Andy and I are first at Pygmy so we gear up for that and Fiona and Mel gear up for Saturation Point, the harder route to the right. It looks hard! Andy is up the first pitch of Pygmy fairly quickly and I can tell he's done it before as he seems to know where all the axe placements are! I find the first pitch pretty hard. The chimney has a good flake and chockstone but I can't reach up to either of them! I have to torque my axe behind a lower flake, edge my feet up and totally wedge myself into the chimney to stop myself falling out and keep in balance while I finally reach up. Hook that chockstone, then it's thuggy, awkward and strenuous, but just a few moves. The top bit isn't a push over either! We had to clear every placement of snow and I was finding things a bit reachy or balancy.

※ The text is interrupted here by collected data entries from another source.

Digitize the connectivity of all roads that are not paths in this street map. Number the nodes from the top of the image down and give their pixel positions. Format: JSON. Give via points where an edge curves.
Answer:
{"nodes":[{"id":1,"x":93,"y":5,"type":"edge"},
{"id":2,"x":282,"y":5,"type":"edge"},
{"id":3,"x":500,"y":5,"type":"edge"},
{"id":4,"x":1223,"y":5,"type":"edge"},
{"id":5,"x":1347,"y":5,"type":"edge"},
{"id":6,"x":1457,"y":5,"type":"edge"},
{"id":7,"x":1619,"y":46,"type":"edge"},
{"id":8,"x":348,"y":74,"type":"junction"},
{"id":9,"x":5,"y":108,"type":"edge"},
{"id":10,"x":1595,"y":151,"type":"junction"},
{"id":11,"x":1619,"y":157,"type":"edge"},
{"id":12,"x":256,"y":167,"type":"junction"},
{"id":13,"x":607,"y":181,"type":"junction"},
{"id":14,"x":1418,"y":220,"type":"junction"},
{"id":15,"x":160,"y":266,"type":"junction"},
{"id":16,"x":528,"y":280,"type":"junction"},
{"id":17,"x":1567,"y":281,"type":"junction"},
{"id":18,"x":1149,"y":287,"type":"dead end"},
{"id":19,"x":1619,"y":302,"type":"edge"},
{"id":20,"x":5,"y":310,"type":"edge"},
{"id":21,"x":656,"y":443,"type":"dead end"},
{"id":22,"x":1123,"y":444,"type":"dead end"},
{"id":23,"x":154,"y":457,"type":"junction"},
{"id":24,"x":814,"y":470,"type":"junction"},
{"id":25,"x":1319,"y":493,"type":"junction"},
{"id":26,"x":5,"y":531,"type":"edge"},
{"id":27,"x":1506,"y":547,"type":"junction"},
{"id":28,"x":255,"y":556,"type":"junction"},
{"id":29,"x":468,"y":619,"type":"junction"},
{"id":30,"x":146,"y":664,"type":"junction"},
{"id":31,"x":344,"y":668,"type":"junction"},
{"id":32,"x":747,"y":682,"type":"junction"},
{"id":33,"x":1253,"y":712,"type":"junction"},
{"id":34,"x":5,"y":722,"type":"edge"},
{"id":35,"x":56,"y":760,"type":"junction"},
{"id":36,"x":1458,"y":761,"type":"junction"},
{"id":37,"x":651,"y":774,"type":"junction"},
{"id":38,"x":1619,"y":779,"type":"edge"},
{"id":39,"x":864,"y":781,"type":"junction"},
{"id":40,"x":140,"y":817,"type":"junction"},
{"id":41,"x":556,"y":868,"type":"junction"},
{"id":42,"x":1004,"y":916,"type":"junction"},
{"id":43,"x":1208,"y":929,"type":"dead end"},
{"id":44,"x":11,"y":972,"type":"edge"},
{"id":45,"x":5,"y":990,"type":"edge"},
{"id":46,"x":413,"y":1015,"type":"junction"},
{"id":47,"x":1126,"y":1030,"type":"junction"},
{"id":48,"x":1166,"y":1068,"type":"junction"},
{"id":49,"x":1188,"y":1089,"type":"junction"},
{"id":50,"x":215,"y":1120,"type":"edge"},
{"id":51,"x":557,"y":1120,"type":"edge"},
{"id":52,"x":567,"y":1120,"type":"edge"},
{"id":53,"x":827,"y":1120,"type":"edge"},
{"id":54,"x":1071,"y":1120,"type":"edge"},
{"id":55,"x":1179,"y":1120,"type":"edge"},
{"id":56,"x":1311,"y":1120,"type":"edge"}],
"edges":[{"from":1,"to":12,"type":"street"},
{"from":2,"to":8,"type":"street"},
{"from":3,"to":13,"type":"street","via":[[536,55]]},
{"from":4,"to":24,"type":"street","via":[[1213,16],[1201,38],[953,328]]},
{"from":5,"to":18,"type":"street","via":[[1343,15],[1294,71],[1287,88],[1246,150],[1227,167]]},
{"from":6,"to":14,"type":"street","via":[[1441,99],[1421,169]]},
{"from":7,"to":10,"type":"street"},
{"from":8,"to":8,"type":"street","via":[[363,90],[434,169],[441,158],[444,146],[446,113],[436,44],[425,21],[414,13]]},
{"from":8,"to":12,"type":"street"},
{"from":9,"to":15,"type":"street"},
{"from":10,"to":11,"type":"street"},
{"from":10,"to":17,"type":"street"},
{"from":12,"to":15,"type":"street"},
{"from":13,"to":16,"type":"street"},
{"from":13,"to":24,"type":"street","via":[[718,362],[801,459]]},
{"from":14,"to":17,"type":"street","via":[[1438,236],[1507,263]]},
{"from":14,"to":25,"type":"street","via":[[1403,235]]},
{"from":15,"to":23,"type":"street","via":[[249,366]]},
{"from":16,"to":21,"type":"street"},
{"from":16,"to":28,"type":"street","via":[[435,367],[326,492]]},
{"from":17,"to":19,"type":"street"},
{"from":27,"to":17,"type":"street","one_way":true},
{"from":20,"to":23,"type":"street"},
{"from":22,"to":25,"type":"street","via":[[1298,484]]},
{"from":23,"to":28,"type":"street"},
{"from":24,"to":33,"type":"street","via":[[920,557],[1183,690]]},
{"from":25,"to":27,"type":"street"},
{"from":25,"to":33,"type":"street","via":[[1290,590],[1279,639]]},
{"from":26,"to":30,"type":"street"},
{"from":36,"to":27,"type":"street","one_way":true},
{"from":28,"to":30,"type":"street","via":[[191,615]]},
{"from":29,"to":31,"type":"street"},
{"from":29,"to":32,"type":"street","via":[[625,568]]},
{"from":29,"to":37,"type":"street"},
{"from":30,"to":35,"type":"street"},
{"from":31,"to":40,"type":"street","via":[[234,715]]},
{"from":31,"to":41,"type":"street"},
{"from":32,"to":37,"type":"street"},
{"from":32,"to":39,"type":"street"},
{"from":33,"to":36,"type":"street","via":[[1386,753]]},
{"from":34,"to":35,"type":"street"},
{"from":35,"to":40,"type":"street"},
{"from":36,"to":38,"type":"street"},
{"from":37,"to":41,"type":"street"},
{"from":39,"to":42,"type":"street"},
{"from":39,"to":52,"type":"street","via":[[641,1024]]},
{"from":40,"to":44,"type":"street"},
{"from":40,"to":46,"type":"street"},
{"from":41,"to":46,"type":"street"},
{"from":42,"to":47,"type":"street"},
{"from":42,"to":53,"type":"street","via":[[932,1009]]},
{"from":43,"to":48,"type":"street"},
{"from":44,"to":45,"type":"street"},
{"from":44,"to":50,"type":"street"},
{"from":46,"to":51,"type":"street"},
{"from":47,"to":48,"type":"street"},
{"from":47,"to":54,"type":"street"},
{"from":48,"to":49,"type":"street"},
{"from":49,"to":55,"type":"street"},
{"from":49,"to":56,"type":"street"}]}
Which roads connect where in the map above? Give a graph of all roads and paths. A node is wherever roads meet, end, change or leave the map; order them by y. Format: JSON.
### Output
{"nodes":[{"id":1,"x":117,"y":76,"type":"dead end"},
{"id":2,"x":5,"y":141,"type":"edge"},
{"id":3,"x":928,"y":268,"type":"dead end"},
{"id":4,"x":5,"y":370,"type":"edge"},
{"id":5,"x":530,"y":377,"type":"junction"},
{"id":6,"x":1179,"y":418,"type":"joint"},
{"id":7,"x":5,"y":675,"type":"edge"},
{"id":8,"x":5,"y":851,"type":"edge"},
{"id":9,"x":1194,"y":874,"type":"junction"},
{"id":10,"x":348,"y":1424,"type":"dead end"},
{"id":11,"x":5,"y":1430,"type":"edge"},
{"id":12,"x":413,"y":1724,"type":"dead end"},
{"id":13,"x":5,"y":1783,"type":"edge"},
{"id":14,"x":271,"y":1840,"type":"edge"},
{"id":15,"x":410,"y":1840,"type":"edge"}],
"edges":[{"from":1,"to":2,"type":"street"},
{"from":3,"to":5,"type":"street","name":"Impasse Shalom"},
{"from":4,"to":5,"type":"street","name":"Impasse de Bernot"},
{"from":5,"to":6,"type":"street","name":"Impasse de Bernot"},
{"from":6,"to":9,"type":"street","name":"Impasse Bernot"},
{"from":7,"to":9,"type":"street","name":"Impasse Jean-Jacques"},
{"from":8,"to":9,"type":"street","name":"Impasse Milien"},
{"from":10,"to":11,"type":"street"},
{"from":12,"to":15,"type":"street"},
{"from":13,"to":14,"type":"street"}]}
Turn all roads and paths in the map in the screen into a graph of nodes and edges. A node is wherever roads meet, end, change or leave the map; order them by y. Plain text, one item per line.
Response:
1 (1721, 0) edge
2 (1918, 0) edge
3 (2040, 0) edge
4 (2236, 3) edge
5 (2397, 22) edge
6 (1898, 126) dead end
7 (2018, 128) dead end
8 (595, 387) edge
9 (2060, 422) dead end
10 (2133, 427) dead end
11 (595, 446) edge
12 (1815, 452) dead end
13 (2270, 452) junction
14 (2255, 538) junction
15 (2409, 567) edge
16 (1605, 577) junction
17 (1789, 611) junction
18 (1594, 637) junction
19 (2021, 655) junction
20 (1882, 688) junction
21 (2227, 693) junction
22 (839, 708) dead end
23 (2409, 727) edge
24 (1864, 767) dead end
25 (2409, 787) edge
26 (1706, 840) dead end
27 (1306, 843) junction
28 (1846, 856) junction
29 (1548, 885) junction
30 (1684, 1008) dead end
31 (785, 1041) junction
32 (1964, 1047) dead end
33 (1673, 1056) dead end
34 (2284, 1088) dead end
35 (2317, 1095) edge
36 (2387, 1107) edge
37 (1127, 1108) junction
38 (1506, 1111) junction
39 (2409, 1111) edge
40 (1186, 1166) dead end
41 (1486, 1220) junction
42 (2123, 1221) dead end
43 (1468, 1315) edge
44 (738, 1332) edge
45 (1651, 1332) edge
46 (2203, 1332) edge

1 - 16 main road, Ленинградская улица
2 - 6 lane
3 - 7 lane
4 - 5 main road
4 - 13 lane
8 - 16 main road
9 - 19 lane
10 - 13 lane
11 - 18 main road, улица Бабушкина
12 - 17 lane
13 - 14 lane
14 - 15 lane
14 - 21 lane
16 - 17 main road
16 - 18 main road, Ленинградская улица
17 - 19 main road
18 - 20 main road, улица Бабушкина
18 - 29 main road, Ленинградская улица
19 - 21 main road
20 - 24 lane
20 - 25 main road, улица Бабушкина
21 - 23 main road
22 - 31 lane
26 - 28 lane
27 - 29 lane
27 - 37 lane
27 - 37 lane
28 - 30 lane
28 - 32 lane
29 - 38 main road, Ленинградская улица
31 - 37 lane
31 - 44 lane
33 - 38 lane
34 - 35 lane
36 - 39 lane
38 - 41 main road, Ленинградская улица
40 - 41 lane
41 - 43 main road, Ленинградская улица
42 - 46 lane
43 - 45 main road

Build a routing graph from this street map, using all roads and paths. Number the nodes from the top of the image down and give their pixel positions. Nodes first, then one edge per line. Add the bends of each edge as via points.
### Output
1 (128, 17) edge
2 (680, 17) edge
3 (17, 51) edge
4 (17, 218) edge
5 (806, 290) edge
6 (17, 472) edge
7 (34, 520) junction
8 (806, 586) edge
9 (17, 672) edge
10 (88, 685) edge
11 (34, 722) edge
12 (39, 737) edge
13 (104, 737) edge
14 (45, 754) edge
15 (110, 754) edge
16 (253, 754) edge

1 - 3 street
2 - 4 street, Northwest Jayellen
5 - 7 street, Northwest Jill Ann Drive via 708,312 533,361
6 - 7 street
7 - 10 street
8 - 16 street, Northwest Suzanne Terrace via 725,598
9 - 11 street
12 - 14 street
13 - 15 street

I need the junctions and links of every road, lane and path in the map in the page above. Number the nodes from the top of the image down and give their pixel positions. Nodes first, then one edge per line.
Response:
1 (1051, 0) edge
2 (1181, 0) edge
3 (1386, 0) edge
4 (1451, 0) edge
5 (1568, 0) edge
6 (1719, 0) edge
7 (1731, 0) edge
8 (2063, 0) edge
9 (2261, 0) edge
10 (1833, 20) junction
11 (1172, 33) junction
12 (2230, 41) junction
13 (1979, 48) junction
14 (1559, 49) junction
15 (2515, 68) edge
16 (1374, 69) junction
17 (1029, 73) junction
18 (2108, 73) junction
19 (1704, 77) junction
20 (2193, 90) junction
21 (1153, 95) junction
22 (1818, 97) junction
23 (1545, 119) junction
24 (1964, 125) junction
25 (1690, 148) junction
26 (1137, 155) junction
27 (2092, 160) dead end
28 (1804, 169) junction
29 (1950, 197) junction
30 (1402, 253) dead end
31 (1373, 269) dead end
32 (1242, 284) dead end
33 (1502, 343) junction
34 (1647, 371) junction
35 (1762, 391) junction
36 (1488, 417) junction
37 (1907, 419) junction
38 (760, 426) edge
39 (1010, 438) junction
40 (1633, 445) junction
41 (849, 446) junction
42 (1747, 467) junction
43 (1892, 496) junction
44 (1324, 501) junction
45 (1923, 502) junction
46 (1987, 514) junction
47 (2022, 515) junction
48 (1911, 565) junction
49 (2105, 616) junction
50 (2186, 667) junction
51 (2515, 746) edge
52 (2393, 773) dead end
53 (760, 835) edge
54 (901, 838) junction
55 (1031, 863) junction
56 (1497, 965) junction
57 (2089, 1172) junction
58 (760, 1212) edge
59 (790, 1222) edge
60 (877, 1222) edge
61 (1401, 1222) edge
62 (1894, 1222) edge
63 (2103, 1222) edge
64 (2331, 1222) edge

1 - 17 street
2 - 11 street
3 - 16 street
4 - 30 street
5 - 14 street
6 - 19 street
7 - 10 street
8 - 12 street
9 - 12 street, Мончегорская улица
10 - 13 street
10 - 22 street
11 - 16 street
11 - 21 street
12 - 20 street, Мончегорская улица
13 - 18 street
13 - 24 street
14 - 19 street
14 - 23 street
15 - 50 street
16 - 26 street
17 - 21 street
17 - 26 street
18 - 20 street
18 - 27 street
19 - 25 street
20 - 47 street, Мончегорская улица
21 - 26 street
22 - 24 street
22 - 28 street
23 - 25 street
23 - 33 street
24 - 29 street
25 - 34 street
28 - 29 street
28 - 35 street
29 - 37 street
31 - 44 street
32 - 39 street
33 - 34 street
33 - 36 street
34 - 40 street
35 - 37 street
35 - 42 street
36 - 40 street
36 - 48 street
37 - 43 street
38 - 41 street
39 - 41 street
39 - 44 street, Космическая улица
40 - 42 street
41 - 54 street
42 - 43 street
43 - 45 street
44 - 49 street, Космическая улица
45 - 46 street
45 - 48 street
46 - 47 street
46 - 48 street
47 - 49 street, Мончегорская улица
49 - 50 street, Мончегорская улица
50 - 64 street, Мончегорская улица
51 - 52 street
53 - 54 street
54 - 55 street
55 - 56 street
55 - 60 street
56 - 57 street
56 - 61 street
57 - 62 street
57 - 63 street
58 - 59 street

I led the 2nd pitch up a steep chimney/corner. Better holds in this one but I looked down in dismay to see my sling lift off a flake, followed by a nut which I had been sure was bomber! Rats! Hesitate now! Next move feels even more committing without any gear! There's a nice ledge to soften my landing if I fall. Don't think about falling stupid cow! Get some more gear in! Scrape about, unburry another flake, a better one, fling another sling round, only one left now! Try to figure the move. There is a huge detached flake on the right wall but I can't reach my foot or my knee up to it. I need a foot in the chimney on a dubious sloping hold to move up. It goes okay though. Scrape round for another hold and I'm up onto a terrace. Mel is there, belaying Fiona, as their route joined ours on the 2nd pitch.
I'm not sure what to do! I've already led the meat of my pitch but I wanted to reach the pinnacles and carry on a full ropes length, but feel it would be a bit rude to climb through Mel and Fiona. Deliberate for a second or two and decide to belay Andy from there and by the time he has come up, Mel has started off, seconding Fiona up the next pitch. It's blowing a hoolie by this point and the spindrift is blinding! At one point, a lump of ice flies into my mouth and down my throat and has me chocking! Above us, Fiona's ropes have blown off route and poor Mel has to climb up an awkward way, but Andy is impatient enough to get out the cold, climb around her and pull the ropes through. He goes off a different way though, so as not to climb through them and belays me a short way from the top, out of the wind.
I led up a final groove and over some really easy ground, round Mel and Fiona who are packing their sacks away from the plateau and gave Andy a quick body belay up. We threw everything into our sacks higgeldy piggeldy, then stopped at a sheltered hollow to sort our stuff and take crampons etc off as the snow was still quite soft on top. Then trudged up to point 1141 and stopped again for food and coffee. It was fast going down, then with a brief stop at the start of the road to take off some layers, we were soon down.
What an ace day! Superb getting out and very surprised there wasn't more folk out. Andy reckons we are in for another good winter and I hope he's right.
For all you snowboarders though ;o) too many rocks were poking through the snow I'm afraid.
Looks like all the snow will probably melt in this weeks SW's too.